# Material for this exercise:
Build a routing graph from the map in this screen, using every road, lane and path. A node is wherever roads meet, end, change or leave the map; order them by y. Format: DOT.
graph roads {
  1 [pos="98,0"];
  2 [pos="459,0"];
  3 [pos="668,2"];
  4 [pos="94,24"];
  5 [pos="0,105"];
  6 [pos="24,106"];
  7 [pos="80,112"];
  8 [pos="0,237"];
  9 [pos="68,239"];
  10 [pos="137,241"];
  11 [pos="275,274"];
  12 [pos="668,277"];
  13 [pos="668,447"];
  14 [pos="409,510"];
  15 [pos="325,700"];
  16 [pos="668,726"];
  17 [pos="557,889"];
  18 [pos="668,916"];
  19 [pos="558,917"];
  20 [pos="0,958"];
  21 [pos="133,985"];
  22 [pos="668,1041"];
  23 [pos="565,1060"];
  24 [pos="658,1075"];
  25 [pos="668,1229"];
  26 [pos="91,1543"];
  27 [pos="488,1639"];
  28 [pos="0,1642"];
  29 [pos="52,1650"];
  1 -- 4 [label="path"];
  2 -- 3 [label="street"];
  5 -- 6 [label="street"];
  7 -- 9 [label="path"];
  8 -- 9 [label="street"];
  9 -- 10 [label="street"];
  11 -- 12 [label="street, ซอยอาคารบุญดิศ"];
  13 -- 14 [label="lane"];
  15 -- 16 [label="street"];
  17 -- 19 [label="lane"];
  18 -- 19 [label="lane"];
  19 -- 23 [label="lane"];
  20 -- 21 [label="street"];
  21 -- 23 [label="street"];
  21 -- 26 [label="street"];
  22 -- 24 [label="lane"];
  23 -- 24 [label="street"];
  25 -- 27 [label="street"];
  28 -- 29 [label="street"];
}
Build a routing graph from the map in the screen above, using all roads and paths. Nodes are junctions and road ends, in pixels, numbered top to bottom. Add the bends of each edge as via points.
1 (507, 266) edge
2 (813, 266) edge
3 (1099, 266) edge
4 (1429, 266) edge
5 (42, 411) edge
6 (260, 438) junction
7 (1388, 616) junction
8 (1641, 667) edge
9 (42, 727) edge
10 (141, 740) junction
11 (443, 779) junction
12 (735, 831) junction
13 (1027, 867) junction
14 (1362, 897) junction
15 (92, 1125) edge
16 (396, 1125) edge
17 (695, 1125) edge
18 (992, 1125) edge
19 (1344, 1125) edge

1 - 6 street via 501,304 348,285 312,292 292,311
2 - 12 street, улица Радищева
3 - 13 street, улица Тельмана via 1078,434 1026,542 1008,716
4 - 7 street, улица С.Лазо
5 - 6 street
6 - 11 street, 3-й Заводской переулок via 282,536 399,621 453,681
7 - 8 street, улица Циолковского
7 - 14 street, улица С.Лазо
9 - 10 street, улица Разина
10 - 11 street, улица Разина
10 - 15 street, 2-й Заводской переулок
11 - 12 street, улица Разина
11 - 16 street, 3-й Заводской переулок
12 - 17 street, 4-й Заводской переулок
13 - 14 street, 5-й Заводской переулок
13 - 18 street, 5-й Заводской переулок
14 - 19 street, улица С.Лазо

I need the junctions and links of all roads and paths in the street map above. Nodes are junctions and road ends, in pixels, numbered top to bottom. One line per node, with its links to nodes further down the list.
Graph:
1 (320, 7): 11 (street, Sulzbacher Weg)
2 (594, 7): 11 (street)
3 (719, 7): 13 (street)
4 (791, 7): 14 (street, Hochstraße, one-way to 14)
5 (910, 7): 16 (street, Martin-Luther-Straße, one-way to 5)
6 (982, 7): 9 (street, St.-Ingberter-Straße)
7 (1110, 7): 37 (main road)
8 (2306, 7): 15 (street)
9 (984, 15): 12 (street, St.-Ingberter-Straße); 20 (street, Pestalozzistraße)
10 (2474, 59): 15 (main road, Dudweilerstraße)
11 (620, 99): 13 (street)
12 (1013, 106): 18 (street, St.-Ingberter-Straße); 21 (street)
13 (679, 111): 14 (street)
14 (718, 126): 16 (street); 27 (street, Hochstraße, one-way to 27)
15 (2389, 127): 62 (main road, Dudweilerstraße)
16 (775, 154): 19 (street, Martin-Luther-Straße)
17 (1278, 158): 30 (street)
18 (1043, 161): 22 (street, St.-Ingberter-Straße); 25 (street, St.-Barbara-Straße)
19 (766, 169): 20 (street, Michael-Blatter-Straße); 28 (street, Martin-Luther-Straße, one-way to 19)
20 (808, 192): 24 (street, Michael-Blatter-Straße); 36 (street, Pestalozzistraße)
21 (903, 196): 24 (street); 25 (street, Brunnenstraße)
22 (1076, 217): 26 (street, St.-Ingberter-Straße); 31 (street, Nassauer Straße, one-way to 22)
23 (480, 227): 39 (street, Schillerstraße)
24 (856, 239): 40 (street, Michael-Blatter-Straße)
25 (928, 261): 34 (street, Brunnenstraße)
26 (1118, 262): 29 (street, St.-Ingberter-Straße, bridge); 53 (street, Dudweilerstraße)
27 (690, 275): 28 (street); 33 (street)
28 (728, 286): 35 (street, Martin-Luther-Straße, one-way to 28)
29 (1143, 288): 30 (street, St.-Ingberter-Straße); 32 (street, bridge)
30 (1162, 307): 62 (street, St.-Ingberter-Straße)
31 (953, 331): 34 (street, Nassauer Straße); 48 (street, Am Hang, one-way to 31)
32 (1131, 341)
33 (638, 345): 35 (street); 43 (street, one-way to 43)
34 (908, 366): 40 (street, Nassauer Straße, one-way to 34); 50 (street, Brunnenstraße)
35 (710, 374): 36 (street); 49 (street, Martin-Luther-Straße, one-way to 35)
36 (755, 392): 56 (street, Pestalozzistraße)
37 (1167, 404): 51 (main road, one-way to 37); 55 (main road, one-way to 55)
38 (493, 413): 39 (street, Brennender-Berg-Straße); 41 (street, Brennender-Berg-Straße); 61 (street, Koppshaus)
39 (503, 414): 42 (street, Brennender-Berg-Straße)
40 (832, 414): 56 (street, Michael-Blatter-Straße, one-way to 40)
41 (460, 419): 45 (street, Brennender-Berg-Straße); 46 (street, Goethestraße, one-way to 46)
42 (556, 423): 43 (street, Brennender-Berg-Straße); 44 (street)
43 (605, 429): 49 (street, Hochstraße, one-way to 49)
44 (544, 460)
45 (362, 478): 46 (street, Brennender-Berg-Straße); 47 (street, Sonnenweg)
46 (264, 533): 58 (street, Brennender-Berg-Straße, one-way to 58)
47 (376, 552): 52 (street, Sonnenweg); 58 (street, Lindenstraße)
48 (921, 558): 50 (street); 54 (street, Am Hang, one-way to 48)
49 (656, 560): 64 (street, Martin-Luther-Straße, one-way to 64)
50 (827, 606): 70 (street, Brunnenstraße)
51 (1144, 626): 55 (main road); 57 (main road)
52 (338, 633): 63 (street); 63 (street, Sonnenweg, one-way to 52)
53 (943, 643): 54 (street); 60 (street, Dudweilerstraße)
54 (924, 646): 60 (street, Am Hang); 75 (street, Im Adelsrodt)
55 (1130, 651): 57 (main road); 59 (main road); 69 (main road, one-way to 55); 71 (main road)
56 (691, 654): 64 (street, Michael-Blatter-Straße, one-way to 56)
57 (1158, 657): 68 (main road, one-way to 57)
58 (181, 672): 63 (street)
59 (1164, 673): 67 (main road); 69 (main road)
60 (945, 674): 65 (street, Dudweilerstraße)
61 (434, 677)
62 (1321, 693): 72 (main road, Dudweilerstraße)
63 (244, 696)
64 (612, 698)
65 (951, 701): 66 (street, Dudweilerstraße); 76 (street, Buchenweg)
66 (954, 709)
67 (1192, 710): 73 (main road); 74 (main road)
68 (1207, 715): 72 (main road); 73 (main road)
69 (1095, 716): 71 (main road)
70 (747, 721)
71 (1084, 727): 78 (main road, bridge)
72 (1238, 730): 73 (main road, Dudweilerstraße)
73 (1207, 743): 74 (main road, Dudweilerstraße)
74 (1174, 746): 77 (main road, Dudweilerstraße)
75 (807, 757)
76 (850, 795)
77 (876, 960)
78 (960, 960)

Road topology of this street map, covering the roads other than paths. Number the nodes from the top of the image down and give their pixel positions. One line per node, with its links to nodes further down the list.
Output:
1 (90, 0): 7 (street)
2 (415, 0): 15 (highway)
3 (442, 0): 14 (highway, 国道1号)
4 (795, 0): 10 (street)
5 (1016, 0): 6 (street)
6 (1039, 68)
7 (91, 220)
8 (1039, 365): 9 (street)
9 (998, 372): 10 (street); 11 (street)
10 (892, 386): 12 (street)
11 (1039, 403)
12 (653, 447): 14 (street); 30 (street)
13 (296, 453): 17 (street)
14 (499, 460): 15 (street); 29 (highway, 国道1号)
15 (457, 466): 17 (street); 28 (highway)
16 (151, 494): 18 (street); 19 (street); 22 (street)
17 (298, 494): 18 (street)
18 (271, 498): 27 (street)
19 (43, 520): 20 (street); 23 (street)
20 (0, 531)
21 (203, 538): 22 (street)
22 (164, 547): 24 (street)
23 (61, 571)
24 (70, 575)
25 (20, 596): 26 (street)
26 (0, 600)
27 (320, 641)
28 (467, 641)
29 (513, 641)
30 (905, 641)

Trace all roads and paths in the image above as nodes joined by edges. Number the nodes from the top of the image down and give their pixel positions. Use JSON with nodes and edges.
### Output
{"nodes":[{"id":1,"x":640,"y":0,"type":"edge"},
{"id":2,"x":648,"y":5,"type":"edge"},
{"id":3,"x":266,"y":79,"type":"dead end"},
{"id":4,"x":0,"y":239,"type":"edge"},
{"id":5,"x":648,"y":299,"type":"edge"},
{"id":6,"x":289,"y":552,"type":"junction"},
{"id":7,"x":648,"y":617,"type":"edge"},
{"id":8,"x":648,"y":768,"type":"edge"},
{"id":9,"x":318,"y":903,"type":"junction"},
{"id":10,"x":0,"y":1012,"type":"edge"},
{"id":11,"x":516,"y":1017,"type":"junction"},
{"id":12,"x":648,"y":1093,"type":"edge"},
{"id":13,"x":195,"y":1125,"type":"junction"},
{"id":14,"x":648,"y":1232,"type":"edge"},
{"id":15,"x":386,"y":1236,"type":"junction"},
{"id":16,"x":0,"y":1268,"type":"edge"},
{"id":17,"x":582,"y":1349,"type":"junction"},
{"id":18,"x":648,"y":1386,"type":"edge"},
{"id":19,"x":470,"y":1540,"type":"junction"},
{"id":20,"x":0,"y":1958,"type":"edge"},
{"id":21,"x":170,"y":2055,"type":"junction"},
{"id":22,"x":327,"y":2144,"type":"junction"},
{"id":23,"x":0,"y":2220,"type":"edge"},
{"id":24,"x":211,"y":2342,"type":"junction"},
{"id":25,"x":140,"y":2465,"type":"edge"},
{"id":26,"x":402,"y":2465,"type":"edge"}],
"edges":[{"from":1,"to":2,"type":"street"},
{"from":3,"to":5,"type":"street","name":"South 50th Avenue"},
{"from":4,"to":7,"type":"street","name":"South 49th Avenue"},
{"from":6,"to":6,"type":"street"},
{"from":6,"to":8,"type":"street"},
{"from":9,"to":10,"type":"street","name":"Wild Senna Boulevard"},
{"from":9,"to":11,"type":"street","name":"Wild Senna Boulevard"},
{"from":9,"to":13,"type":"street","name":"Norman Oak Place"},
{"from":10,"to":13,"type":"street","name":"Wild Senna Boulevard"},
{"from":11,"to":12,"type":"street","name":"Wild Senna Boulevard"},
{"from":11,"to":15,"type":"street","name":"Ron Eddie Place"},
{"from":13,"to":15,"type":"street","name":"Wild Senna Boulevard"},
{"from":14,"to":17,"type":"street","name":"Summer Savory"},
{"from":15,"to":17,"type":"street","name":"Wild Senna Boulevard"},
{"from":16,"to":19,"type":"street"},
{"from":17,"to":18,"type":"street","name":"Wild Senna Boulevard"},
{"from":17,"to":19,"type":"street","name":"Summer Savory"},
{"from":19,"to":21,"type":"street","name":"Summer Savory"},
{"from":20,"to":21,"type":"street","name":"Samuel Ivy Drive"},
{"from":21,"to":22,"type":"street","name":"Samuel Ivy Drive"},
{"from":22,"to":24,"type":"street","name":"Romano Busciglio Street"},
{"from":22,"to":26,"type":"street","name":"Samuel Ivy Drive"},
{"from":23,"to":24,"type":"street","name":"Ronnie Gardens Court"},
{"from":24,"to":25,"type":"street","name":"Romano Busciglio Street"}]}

# Try it:
Would you please write out, exactly and with no other lines, the stretch of the listing above from the line containing "Road topology of" through the line containing "Trace all roads"?

# Answer to this task:
Road topology of this street map, covering the roads other than paths. Number the nodes from the top of the image down and give their pixel positions. One line per node, with its links to nodes further down the list.
Output:
1 (90, 0): 7 (street)
2 (415, 0): 15 (highway)
3 (442, 0): 14 (highway, 国道1号)
4 (795, 0): 10 (street)
5 (1016, 0): 6 (street)
6 (1039, 68)
7 (91, 220)
8 (1039, 365): 9 (street)
9 (998, 372): 10 (street); 11 (street)
10 (892, 386): 12 (street)
11 (1039, 403)
12 (653, 447): 14 (street); 30 (street)
13 (296, 453): 17 (street)
14 (499, 460): 15 (street); 29 (highway, 国道1号)
15 (457, 466): 17 (street); 28 (highway)
16 (151, 494): 18 (street); 19 (street); 22 (street)
17 (298, 494): 18 (street)
18 (271, 498): 27 (street)
19 (43, 520): 20 (street); 23 (street)
20 (0, 531)
21 (203, 538): 22 (street)
22 (164, 547): 24 (street)
23 (61, 571)
24 (70, 575)
25 (20, 596): 26 (street)
26 (0, 600)
27 (320, 641)
28 (467, 641)
29 (513, 641)
30 (905, 641)

Trace all roads and paths in the image above as nodes joined by edges. Number the nodes from the top of the image down and give their pixel positions. Use JSON with nodes and edges.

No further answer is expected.